The new research center is closely aligned with Apple and has purchased 30 Vision Pro headsets to get the ball rolling. The latest iteration of the VR technology was initially teased in a video last June and made available to the public at the beginning of February—at a price of $3,500.

Michael Reagin, MBA, CHCIO, Sharp’s SVP and chief information and innovation officer, says Apple has been a longtime partner of the health system, and that partnership gives Sharp clinicians and engineers an opportunity to work not only with top-line technology but a consumer-facing device that has made a considerable impact in the public space. That understanding of consumer needs will be important as the health system looks at how this technology can be used in healthcare.

“We have to be at the forefront of developing these resources,” he says.

Tommy Korn, MD, an ophthalmologist and digital health innovator with the Sharp Rees-Stealy Medical Group, says the timing is right because the health system is undertaking a major transition from four separate EHR platforms down to one Epic platform. This gives them the opportunity to develop projects that integrate better with the new platform.
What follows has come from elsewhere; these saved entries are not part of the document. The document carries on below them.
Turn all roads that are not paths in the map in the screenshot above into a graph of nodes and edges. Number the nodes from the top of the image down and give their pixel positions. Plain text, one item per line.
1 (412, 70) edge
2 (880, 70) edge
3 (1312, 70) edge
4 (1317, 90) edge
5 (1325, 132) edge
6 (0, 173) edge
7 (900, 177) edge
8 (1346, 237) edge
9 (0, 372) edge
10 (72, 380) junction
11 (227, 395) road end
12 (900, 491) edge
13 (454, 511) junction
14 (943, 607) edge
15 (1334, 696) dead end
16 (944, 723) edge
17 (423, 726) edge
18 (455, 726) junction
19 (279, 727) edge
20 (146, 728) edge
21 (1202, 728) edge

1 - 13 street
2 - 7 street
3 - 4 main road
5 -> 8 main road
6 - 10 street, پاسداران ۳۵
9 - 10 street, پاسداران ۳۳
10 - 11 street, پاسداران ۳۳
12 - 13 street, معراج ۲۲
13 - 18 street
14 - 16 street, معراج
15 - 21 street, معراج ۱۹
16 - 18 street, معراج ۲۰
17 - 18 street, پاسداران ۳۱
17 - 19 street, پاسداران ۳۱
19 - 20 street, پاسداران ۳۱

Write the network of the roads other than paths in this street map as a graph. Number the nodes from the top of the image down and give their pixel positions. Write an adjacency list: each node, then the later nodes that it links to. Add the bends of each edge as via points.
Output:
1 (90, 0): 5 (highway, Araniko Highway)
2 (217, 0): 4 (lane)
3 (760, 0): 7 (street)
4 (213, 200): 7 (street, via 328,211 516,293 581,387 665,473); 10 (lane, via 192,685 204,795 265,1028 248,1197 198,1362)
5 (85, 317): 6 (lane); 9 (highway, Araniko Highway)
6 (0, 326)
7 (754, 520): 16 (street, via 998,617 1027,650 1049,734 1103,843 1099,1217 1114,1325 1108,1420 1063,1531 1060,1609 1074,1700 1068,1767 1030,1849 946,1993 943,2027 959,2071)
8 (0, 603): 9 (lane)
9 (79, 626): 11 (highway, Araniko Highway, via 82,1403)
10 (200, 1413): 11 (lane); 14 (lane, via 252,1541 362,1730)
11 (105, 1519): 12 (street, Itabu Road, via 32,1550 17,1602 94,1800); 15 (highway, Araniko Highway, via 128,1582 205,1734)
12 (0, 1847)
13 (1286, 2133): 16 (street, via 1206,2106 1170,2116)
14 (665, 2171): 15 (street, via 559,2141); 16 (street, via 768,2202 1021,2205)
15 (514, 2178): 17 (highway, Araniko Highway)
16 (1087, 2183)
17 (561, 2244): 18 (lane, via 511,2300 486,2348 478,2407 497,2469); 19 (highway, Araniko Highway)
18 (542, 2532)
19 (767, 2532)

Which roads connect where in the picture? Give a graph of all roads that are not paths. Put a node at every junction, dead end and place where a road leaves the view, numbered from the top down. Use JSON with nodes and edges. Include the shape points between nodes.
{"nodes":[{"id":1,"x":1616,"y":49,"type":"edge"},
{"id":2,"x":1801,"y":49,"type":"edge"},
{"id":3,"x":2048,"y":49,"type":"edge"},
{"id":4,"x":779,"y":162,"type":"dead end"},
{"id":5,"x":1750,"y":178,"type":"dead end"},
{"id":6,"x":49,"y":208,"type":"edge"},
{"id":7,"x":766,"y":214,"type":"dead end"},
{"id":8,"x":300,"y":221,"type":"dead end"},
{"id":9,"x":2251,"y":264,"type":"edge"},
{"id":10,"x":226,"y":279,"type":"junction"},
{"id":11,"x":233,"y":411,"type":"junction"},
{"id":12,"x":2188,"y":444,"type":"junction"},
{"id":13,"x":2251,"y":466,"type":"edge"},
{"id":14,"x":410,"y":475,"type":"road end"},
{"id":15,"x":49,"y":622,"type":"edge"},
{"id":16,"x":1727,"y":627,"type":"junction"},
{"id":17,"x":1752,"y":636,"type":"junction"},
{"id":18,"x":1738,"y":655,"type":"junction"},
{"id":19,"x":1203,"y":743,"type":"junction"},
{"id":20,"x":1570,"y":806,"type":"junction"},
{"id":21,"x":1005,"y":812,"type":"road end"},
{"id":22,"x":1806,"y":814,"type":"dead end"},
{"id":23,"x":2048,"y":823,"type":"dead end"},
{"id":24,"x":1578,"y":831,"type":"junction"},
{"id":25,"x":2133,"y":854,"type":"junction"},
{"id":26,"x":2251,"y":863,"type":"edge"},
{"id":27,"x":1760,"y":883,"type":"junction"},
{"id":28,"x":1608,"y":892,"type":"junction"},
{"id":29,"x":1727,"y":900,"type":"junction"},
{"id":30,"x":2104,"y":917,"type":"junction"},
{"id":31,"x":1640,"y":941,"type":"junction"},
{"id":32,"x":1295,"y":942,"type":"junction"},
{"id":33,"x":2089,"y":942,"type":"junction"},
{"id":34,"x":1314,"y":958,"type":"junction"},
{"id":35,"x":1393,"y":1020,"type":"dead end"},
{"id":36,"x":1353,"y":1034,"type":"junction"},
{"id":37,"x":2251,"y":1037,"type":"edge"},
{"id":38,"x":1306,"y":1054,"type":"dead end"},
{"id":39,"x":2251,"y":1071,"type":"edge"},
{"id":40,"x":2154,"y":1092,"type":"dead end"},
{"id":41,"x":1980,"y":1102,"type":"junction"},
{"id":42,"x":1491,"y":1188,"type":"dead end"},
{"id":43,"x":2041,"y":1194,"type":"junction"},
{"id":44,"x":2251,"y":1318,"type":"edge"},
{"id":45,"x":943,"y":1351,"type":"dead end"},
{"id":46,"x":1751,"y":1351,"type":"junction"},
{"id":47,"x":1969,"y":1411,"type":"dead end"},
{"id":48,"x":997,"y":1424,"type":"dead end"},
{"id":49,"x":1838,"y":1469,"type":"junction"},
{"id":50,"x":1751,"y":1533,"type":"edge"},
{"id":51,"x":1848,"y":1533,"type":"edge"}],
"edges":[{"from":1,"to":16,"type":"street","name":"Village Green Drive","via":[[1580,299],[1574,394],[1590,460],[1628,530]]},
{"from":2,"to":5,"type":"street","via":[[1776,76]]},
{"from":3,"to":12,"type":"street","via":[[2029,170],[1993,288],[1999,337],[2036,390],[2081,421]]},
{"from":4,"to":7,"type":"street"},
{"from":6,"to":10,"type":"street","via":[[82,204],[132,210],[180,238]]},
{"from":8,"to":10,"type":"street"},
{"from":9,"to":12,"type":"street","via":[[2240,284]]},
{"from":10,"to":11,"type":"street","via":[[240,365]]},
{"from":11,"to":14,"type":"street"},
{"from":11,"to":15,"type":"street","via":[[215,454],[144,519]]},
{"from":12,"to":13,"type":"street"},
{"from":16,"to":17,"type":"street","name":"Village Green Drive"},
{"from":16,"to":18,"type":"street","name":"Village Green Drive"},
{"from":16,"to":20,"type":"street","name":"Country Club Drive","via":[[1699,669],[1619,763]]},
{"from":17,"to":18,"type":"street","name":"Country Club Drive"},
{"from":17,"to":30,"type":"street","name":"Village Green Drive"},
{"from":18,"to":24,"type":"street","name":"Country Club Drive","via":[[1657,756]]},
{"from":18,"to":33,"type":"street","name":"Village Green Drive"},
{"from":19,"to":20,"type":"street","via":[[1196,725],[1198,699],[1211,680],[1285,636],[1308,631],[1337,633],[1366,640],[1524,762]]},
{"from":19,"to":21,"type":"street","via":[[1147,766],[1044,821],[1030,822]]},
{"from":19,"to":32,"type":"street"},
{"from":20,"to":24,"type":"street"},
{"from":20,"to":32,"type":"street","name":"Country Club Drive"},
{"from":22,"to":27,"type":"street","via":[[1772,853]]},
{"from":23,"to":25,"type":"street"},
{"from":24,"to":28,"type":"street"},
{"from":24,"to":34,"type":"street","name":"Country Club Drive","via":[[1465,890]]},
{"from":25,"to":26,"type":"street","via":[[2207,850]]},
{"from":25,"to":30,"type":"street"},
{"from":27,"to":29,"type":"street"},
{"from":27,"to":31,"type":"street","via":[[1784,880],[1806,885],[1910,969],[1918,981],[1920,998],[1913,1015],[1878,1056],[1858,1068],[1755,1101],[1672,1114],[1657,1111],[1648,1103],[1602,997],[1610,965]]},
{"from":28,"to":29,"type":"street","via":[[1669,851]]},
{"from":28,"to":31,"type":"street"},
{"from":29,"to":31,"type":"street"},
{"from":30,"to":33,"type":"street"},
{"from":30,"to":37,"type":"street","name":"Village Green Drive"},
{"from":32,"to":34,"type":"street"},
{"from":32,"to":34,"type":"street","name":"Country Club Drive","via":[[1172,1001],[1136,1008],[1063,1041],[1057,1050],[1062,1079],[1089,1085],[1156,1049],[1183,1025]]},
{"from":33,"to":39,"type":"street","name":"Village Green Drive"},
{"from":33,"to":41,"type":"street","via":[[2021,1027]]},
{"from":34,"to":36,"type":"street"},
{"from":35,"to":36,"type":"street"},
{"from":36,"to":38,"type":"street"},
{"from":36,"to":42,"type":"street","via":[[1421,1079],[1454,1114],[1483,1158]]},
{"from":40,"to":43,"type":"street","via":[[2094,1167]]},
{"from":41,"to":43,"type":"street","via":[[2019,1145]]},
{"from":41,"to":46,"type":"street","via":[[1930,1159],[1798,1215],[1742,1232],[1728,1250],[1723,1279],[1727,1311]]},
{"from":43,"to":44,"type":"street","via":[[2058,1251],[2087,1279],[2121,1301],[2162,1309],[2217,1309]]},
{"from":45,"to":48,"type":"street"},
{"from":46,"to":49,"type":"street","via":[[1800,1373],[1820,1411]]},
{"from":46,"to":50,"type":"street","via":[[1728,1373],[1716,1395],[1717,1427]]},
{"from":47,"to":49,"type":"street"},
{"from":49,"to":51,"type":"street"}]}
He, Lichtenstein, and Exley all envision using the Apple Vision Pro to give doctors and nurses a new way of working with data, visualizing healthcare delivery, and interacting with their patients. Where clinicians now often labor to work with an EHR through a computer or laptop, a spatial computing app could create a 3D EHR, giving clinicians and patients a different look at healthcare conditions and how treatments affect the human body.

Exley, calling VR an “infinite canvas connected to infinite computing power,” says Epic has already developed an app for the Apple Vision Pro, and he envisions early uses for the technology in places like radiology and surgery. In addition, he says, the Spatial Computing Center of Excellence can draw on recent advances in AI technology and cloud computing to improve use cases.

“We want to see content that is driven by context,” Lichtenstein adds.

Eric Wicklund is the associate content manager and senior editor for Innovation, Technology, and Pharma for HealthLeaders.


KEY TAKEAWAYS

Sharp HealthCare’s Spatial Computing Center of Excellence brings together clinicians and technicians to explore new uses for AR and VR technology. The center has purchased 30 Apple Vision Pro headsets to start the research.

Health systems like Cedars-Sinai have studied AR and VR technology in healthcare for years, developing tools to help with pain management, childbirth, mental health issues, and cardiac care.

Sharp’s goal is to develop the tool to help clinicians and nurses improve care delivery, with form factors that could include a 3D EHR.